PROBLEM: Among the entries below, find the lines with the word "down" and copy them.

:: DATA EXCERPTS

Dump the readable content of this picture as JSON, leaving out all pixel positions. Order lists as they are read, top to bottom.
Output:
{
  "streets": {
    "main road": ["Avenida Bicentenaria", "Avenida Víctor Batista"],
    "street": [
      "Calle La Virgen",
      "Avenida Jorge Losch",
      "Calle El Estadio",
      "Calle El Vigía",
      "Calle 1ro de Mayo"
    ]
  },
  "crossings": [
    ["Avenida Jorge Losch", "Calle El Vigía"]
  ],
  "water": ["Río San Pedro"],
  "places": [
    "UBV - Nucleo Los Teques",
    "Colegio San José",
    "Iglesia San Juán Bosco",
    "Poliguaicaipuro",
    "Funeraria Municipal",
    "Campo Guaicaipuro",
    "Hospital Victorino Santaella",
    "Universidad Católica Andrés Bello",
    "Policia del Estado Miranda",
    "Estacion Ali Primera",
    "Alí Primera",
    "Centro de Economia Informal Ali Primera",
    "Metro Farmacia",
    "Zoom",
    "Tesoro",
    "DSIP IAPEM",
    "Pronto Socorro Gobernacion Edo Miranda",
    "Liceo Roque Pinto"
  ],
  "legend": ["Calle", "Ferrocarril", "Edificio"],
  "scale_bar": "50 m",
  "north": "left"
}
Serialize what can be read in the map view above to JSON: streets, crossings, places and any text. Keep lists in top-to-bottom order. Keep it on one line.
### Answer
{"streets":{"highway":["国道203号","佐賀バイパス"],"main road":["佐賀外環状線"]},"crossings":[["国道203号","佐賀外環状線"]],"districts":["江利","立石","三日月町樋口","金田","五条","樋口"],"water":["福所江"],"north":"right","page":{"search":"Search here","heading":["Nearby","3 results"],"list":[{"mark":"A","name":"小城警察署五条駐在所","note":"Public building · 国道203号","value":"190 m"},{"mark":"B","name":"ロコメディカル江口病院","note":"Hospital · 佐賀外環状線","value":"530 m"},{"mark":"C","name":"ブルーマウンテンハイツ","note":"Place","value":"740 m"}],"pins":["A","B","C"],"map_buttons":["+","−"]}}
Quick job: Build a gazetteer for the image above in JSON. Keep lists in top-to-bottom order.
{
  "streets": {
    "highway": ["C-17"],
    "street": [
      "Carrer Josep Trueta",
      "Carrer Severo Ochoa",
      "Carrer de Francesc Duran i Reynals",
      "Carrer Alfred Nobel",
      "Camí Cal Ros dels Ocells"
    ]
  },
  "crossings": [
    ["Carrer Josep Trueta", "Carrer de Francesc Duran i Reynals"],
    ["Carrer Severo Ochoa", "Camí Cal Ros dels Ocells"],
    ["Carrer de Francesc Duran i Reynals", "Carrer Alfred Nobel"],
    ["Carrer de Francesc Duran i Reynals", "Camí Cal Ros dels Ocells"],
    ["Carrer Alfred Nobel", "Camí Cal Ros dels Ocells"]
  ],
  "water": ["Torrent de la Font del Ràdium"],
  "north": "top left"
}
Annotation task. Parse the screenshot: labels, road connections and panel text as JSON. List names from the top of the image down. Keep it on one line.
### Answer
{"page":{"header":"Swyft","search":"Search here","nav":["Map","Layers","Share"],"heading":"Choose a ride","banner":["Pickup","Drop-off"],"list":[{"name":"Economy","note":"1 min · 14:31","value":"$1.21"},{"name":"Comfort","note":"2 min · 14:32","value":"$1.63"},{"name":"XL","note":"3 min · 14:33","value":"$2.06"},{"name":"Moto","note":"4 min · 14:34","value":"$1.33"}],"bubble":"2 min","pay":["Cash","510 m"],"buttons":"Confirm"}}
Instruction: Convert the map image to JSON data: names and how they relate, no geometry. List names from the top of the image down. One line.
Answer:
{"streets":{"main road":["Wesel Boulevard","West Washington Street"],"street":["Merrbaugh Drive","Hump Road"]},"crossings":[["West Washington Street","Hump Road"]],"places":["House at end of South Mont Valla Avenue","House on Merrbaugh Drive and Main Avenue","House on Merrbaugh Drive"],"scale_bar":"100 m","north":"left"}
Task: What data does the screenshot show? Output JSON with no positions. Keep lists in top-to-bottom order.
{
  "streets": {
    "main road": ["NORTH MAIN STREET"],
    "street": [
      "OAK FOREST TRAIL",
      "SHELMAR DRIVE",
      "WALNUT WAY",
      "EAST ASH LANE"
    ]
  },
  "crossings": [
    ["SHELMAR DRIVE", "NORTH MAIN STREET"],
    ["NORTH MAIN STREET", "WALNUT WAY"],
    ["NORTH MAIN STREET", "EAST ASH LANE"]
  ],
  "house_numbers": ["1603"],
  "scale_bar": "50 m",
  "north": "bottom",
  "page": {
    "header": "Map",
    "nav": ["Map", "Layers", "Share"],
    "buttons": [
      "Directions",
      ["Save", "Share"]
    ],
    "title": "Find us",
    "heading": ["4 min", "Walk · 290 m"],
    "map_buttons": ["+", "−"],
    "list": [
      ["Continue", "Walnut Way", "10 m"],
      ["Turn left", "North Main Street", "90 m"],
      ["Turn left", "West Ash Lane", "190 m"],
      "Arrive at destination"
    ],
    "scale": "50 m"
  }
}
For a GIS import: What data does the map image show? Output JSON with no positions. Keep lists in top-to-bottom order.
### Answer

::::

RESPONSE AREA:
Annotation task. Parse the screenshot: labels, road connections and panel text as JSON. List names from the top of the image down. Keep it on one line.
Instruction: Convert the map image to JSON data: names and how they relate, no geometry. List names from the top of the image down. One line.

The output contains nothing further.